Shaheed K. Woods (born Shaheed Kamal Jihad Woods) is an American actor, comedian born and raised in Jersey City, New Jersey. He is best known for A Gentleman, Midnight Delight, Life! Camera Action... earning him accolades.

==Early life==
Woods grew up in Jersey City and attended Fred W. Martin Elementary school.

==Acting career==
Woods first came to prominence with his lead role in Life! Camera Action... playing as Mike for which he won his first international award for the 'Best Supporting Lead Actor'. He first took to acting in theater, having done several local plays including 'Underneath It All' at Newark Symphony Hall. Having performed at several venues, members of the Newark art scene have dubbed him "The Beacon of Light". One performance was a fundraiser benefit for the documentary "Face of Darkness" hosted by Kenneth Todd Nelson and Squeaky Moore.
After performing in several short films, he met filmmaker Rohit Gupta on the set of a short directed by a fellow alum of the New York Film Academy. It was then that they formed their friendship, and began discussing a short film project which ended up as the critically acclaimed film Life!
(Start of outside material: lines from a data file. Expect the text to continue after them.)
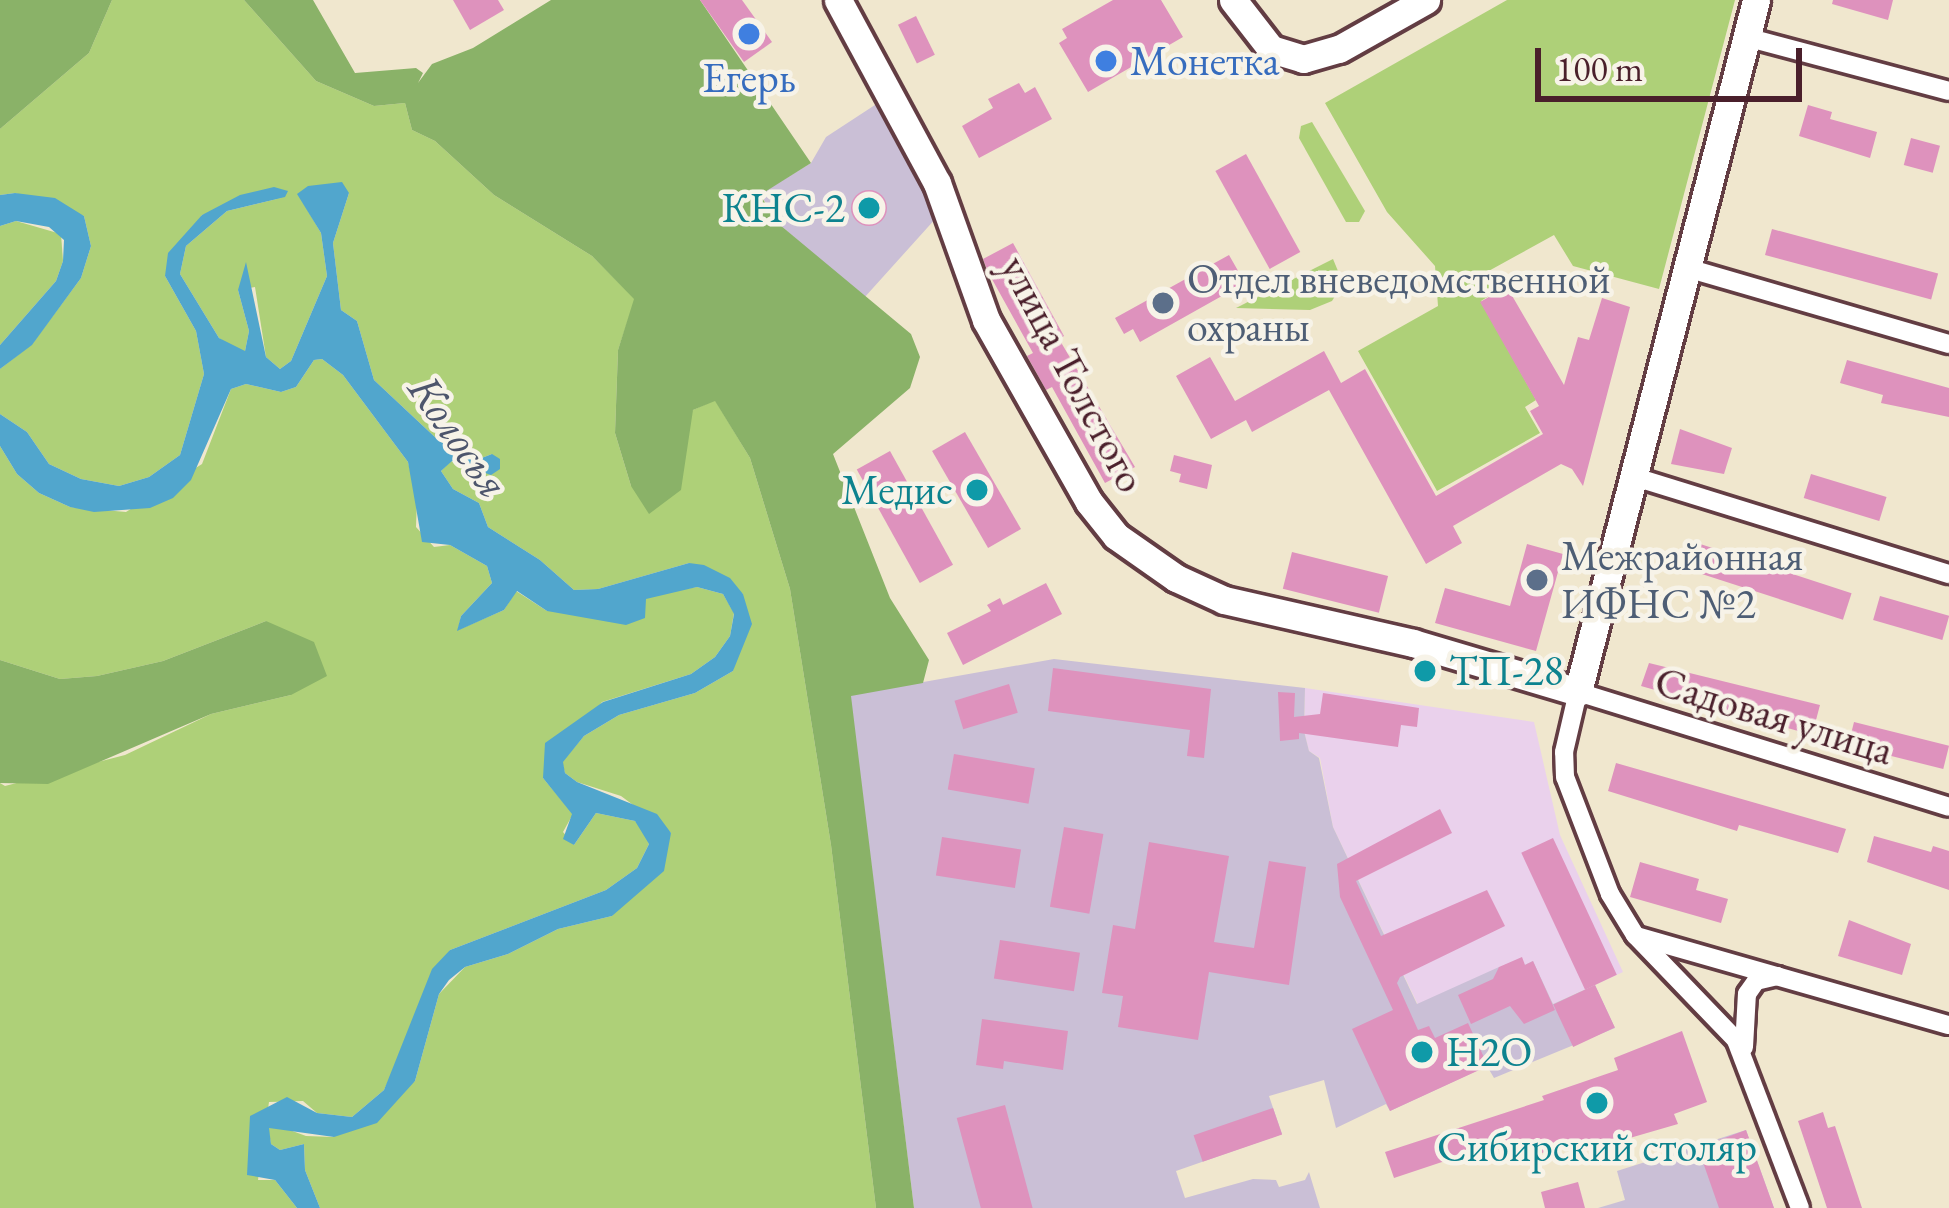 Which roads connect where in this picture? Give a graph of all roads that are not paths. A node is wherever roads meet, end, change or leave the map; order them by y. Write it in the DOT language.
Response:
graph roads {
  1 [pos="838,0"];
  2 [pos="1233,0"];
  3 [pos="1426,0"];
  4 [pos="1756,0"];
  5 [pos="1746,37"];
  6 [pos="1949,91"];
  7 [pos="1687,268"];
  8 [pos="1949,344"];
  9 [pos="1635,477"];
  10 [pos="1949,574"];
  11 [pos="1579,692"];
  12 [pos="1949,807"];
  13 [pos="1635,935"];
  14 [pos="1778,976"];
  15 [pos="1949,1025"];
  16 [pos="1745,1058"];
  17 [pos="1800,1208"];
  1 -- 11 [label="street, улица Толстого"];
  2 -- 3 [label="street"];
  4 -- 5 [label="street"];
  5 -- 6 [label="street"];
  5 -- 7 [label="street"];
  7 -- 8 [label="street"];
  7 -- 9 [label="street"];
  9 -- 10 [label="street"];
  9 -- 11 [label="street"];
  11 -- 12 [label="street, Садовая улица"];
  11 -- 13 [label="street"];
  13 -- 14 [label="street"];
  13 -- 16 [label="street"];
  14 -- 15 [label="street"];
  14 -- 16 [label="street"];
  16 -- 17 [label="street"];
}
Camera Action... marking Woods debut as lead in a feature.

Woods took to directing with the short play "Off the Bridge" written by Akua Doku. He then was selected to direct a reading with an all female ensemble cast titled "Rebirth of the Black Woman" in New York. He has also worked with Playwright Carol White several short plays. Any Minute Now, written by White, won first place in the Short Play Lab at Roy Arias studios in Manhattan. He has worked in the background on Pariah with Dee Rees and played the role of Meat in the pilot of an upcoming series titled "Boys and Girls".

Woods went to gain further acclaim with his lead role in the cult-comedy Midnight Delight winning acclaim and awards. He features in three vignettes in the film including "Epiphanation", "Free Will" and the voice of mouse as the main character in the "Animation" vignette of the film. Woods got noticed in Life! Camera Action... & Midnight Delight and was offered a prominent role by Fox Star Studios to feature in a Bollywood film A Gentleman which released worldwide on 25 August 2017.

==Filmography==

| † | Denotes films that have not yet been released |

| Year | Film | Role | Notes |
| 2010 | Non Compos Mentis | Big Sha |  |
| 2011 | Psycho-Path: Mania | Dr. Ofori |  |
| He Said, She Said (a romantic comedy) | Uomo |  |
| Pariah |  |  |
| 2012 | Life! Camera Action... | Mike | Won Best Supporting Actor award |
| 2013 | Cherry Pop | Terry | Short |
| One City NIght | Elevator Man | Short |
| Full Circle | Goon 4 |  |
| 2014 | Bongo Killer Crown | Dr. Louis |  |
| 2016 | Midnight Delight | Lead |  |
| WTF |  | Unreleased |
| 2017 | A Gentleman | as Koko |  |
| The Killer Contract |  |  |
| The Black Eagle of Harlem | as self | Documentary |
| 2018 | George Washington: The Farewell Address † | Narrator (Self) | Documentary |
| 2020 | Washington Irving: An American Original † | Narrator (Self) | Documentary |

==Television==

| Year | TV Series | Director | Role | Character | Notes |
|---|---|---|---|---|---|
| 2017 | Boys & Girls: The Series | Darik Bernard | Actor | Big Meat |  |

==Accolades==
- Won, Best Supporting Actor - Life! Camera Action... @ 28th Goldie Film Awards, USA.
- Nominated, Best Supporting Actor - Life! Camera Action...@ Golden Door Film Festival, USA.